重々しい沈黙が続く。初対面の女性に俺は何をしてるんだろう。きっと知らない場所にいすぎて動揺したんだと思う。何故か膝の力が抜けて座り込んでしまった。そのまま膝を抱えてうずくまる。俺は何をすればいいか分からなかった。
◇◇◇
「叔母様、彼は異世界から来た人間で間違いないのですか?」
薄暗い部屋の中黒髪のすらっとした女性がそう尋ねた。微かに鼻につくカビ臭い匂いは壁につく黄色の染みと共に、この部屋がいかに古いかを物語っている。壁にかかった蝋燭の火が僅かに揺れ、少し高齢の女性の顔をおぼろげにも照らしていた。

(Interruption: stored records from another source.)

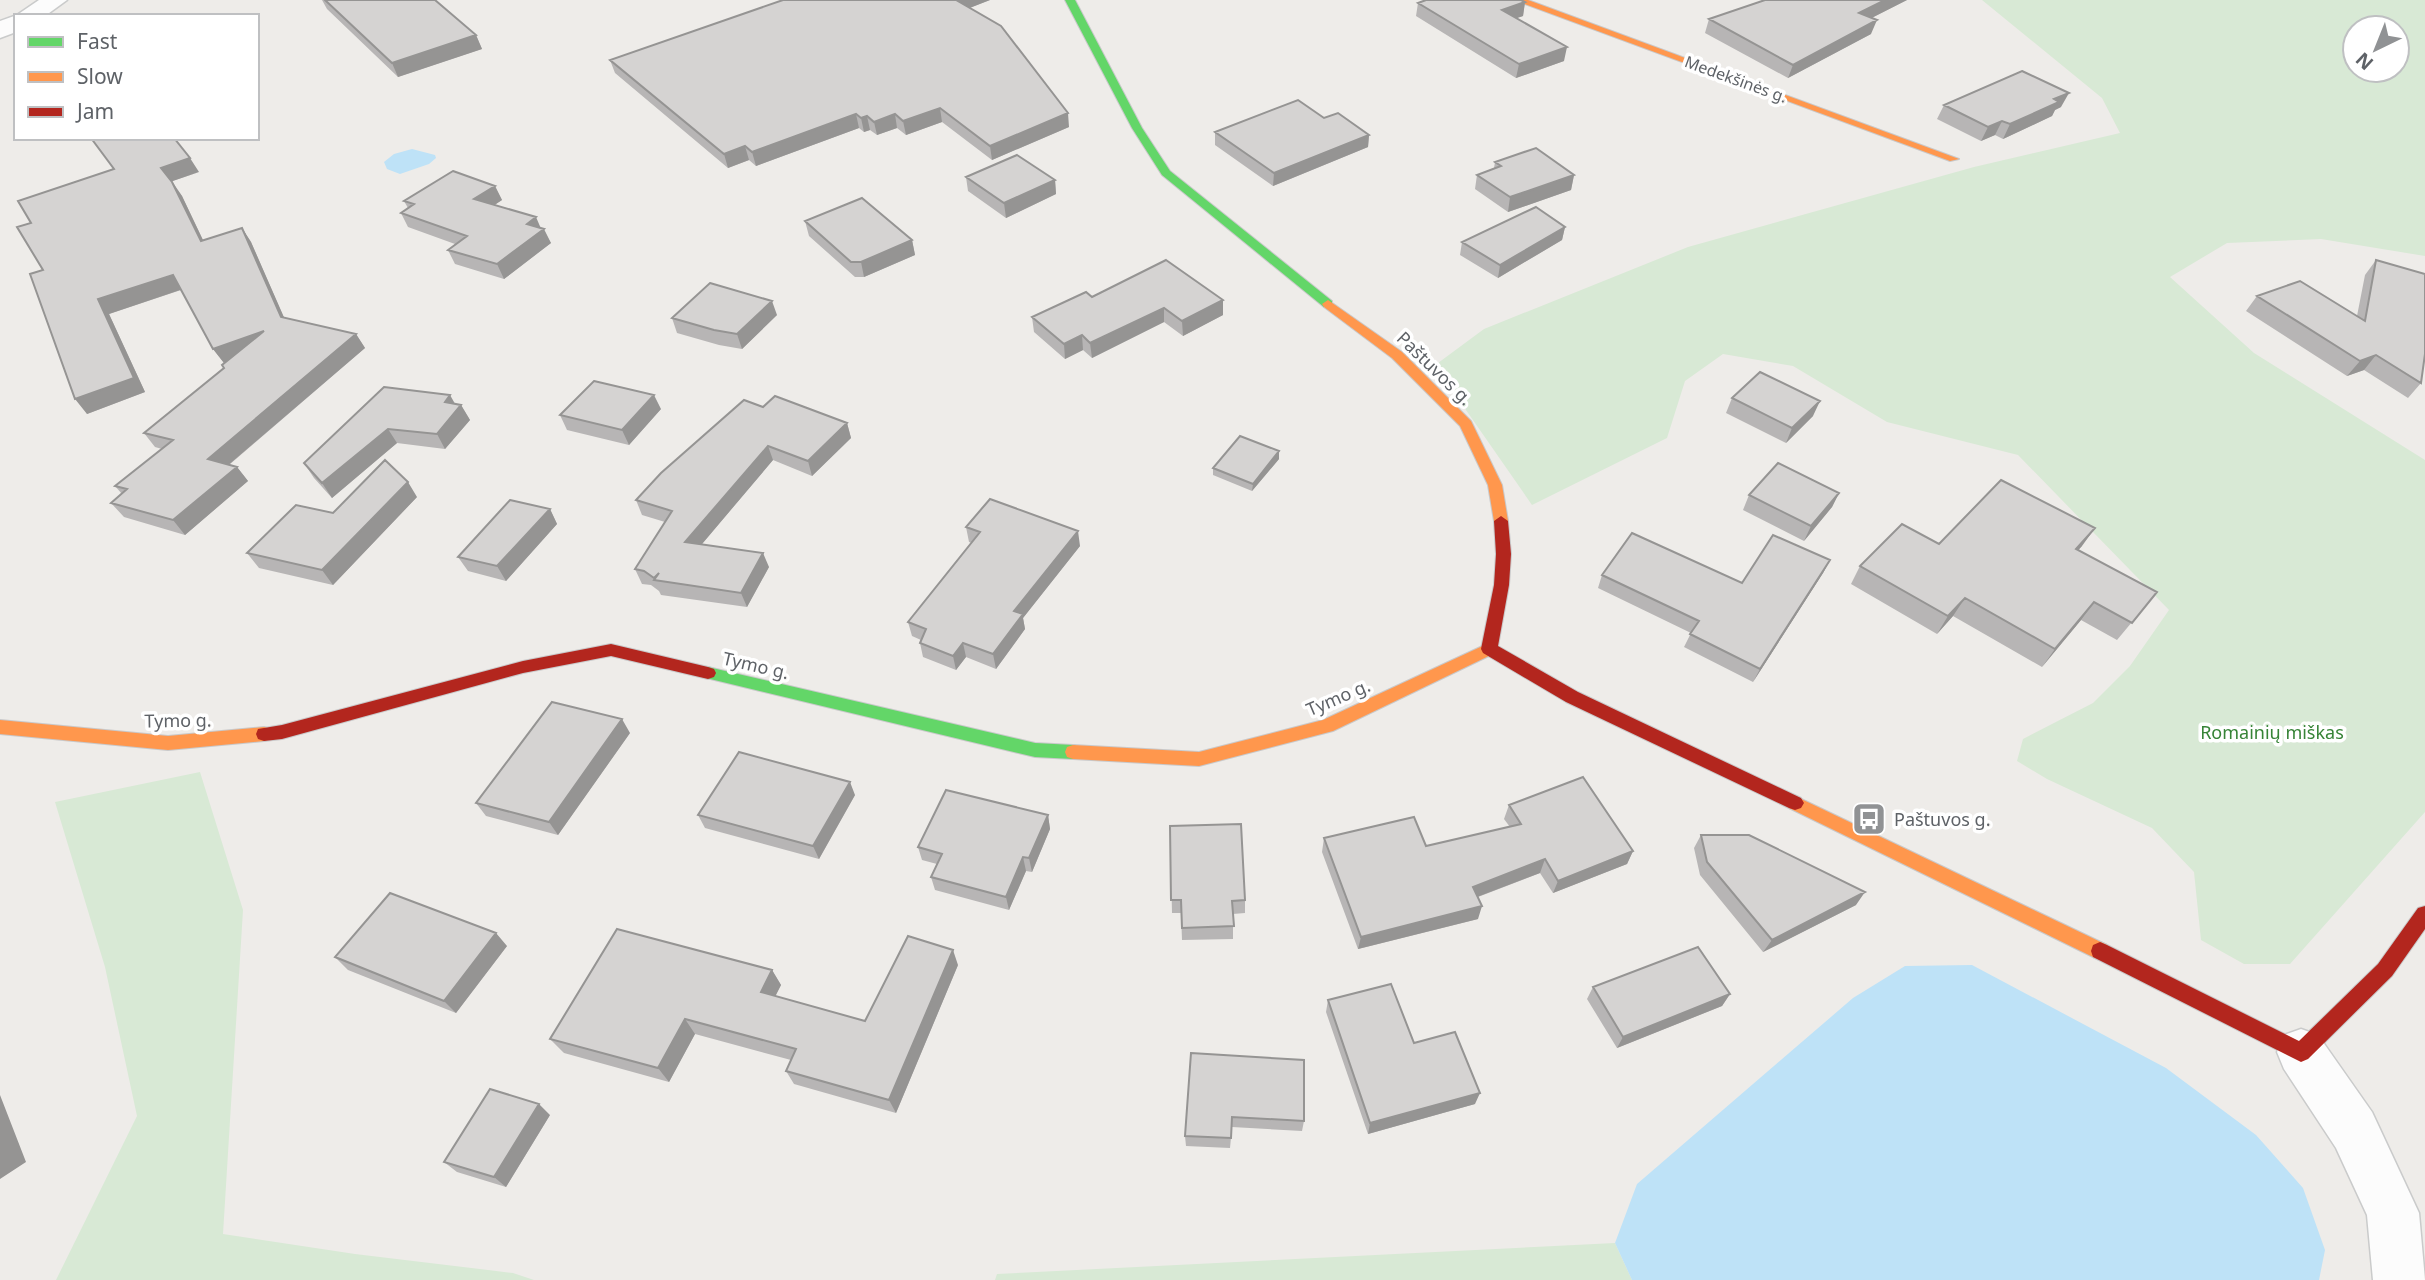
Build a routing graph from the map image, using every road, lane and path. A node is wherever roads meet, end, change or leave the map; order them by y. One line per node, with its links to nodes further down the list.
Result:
1 (56, 0): 4 (street)
2 (1070, 0): 6 (street, Paštuvos g.)
3 (1519, 0): 5 (street, Medekšinės g.)
4 (32, 14)
5 (1954, 159)
6 (1489, 649): 7 (street, Tymo g.); 9 (street)
7 (0, 727)
8 (2425, 914): 9 (street)
9 (2301, 1052): 10 (street)
10 (2400, 1280)

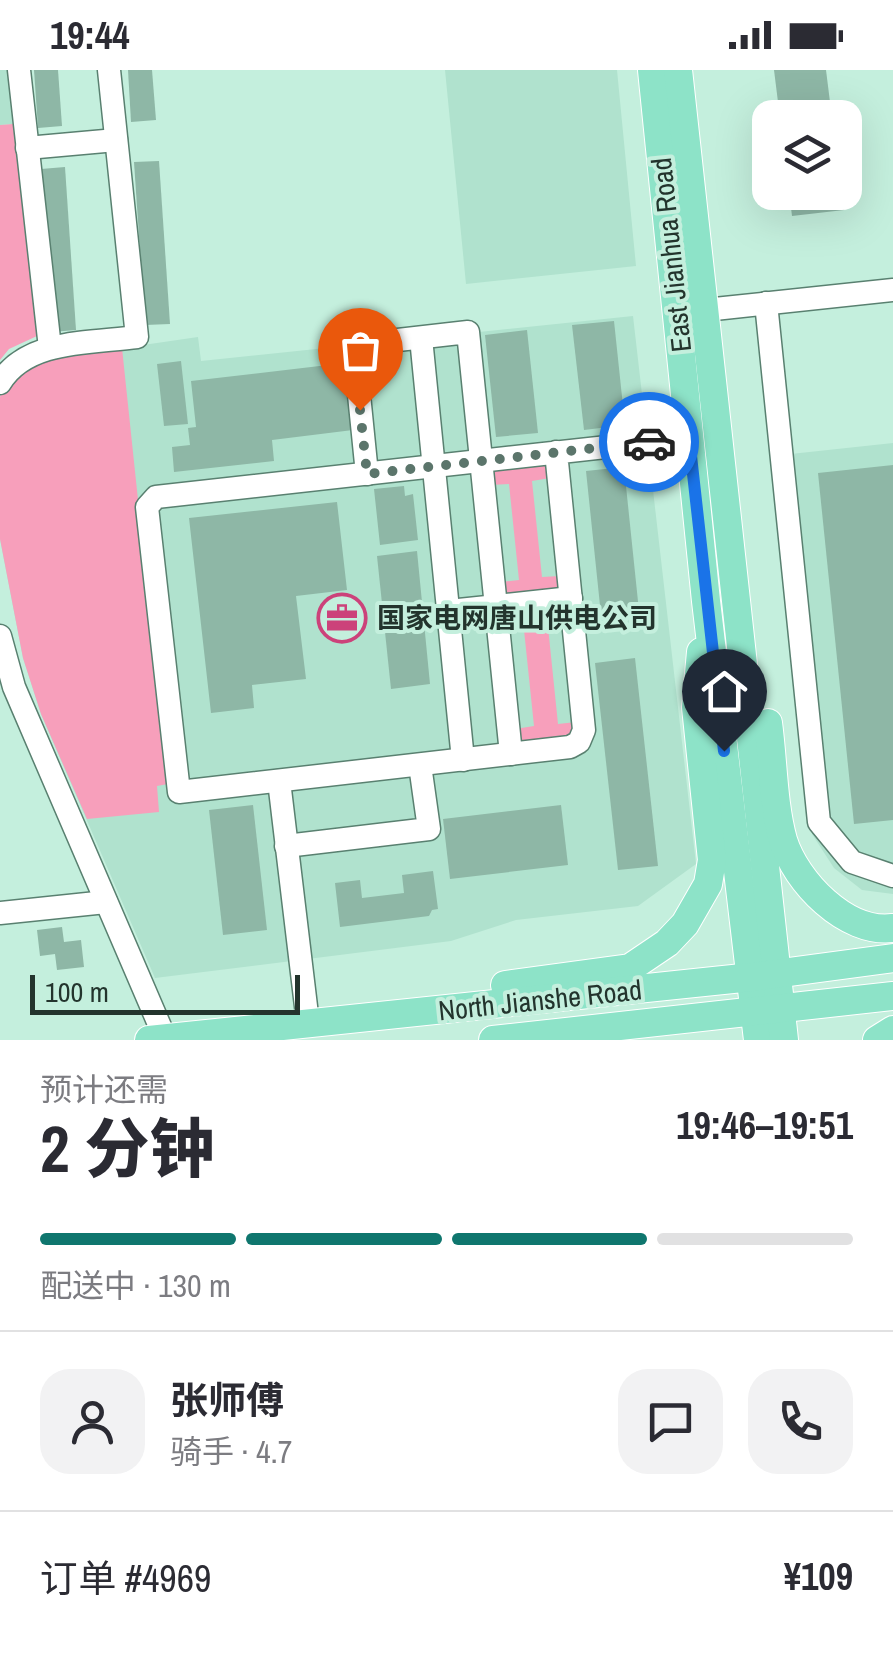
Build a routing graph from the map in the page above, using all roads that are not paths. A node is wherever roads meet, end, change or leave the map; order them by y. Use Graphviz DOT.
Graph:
graph roads {
  1 [pos="19,70"];
  2 [pos="109,70"];
  3 [pos="652,70"];
  4 [pos="678,70"];
  5 [pos="116,140"];
  6 [pos="27,148"];
  7 [pos="893,290"];
  8 [pos="766,303"];
  9 [pos="705,310"];
  10 [pos="421,338"];
  11 [pos="50,348"];
  12 [pos="0,383"];
  13 [pos="689,438"];
  14 [pos="556,452"];
  15 [pos="367,474"];
  16 [pos="571,598"];
  17 [pos="735,598"];
  18 [pos="706,601"];
  19 [pos="449,611"];
  20 [pos="0,636"];
  21 [pos="7,688"];
  22 [pos="511,754"];
  23 [pos="464,760"];
  24 [pos="420,765"];
  25 [pos="278,781"];
  26 [pos="286,846"];
  27 [pos="893,876"];
  28 [pos="106,902"];
  29 [pos="0,913"];
  30 [pos="893,928"];
  31 [pos="893,958"];
  32 [pos="765,974"];
  33 [pos="893,996"];
  34 [pos="357,1020"];
  35 [pos="764,1020"];
  36 [pos="308,1023"];
  37 [pos="893,1030"];
  38 [pos="157,1039"];
  39 [pos="493,1040"];
  40 [pos="784,1040"];
  41 [pos="877,1040"];
  1 -- 6 [label="street"];
  2 -- 5 [label="street"];
  3 -- 13 [label="main road, East Jianhua Road"];
  4 -- 9 [label="main road, East Jianhua Road"];
  5 -- 6 [label="street"];
  5 -- 11 [label="street"];
  6 -- 11 [label="street"];
  7 -- 8 [label="street"];
  8 -- 9 [label="street"];
  8 -- 27 [label="street"];
  9 -- 17 [label="main road, East Jianhua Road"];
  10 -- 15 [label="street"];
  10 -- 19 [label="street"];
  10 -- 22 [label="street"];
  11 -- 12 [label="street"];
  13 -- 14 [label="street"];
  13 -- 18 [label="main road, East Jianhua Road"];
  14 -- 15 [label="street"];
  14 -- 16 [label="street"];
  15 -- 25 [label="street"];
  16 -- 19 [label="street"];
  16 -- 22 [label="street"];
  17 -- 30 [label="main road"];
  17 -- 32 [label="main road, East Jianhua Road"];
  18 -- 32 [label="main road, East Jianhua Road"];
  18 -- 34 [label="main road"];
  19 -- 23 [label="street"];
  20 -- 21 [label="street"];
  21 -- 28 [label="street"];
  22 -- 23 [label="street"];
  23 -- 24 [label="street"];
  24 -- 25 [label="street"];
  24 -- 26 [label="street"];
  25 -- 26 [label="street"];
  26 -- 36 [label="street"];
  28 -- 29 [label="street"];
  28 -- 38 [label="street"];
  31 -- 32 [label="main road, North Jianshe Road"];
  32 -- 34 [label="main road, North Jianshe Road"];
  32 -- 35 [label="main road"];
  33 -- 35 [label="main road, North Jianshe Road"];
  34 -- 36 [label="main road, North Jianshe Road"];
  35 -- 39 [label="main road, North Jianshe Road"];
  35 -- 40 [label="main road"];
  36 -- 38 [label="main road, North Jianshe Road"];
  37 -- 41 [label="main road"];
}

「そうじゃよ、アントワンヌ。まあ、まだ確証はないがの、ホホホ」
白く染まった髪をつむじの辺りでお団子にしているその女性は、ほんの少し嗄れた声でそう返すと、また自身が読んでいた書物に目線を落とした。埃を被ったその書物は明らかに古い文字で書かれており、簡単には解読すら出来そうもない。すると、高齢の女性がある一部分を指差しこう告げた。
「アントワンヌ。この段落にはこう書かれているんじゃよ」
【古より伝わりし大穴に一人の男の魂が迷いこむ時その大穴姿を現し未知からの使者を召喚するであろう】
パタン、と女性は本を閉じた。そして彼女の憶測をアントワンヌに伝えることにした。そして後にこれが正しかったことを知る。
「その大穴とは男が通った洞窟じゃろうな。もしこの文献が正しいものなら彼は異世界から来た人間であっているはずじゃろ。もしかしたら彼は私達の謎を解き明かしてくれるかもしれぬな」
神様に祈るように、しかしどこか確信したかのようにそう告げた。黒髪の女性が首を傾げる。その澄んだ猫のような黒い瞳に疑惑の色が浮かんでいた。
壁にかかった蝋燭の最後の蝋が滴り落ちる。淡いオレンジ色の光に染まった壁も本も二人の女性も消え、暗闇の中に吸い込まれていく。その中で輝く瞳は湧き上がる期待と不安で満ち溢れていた。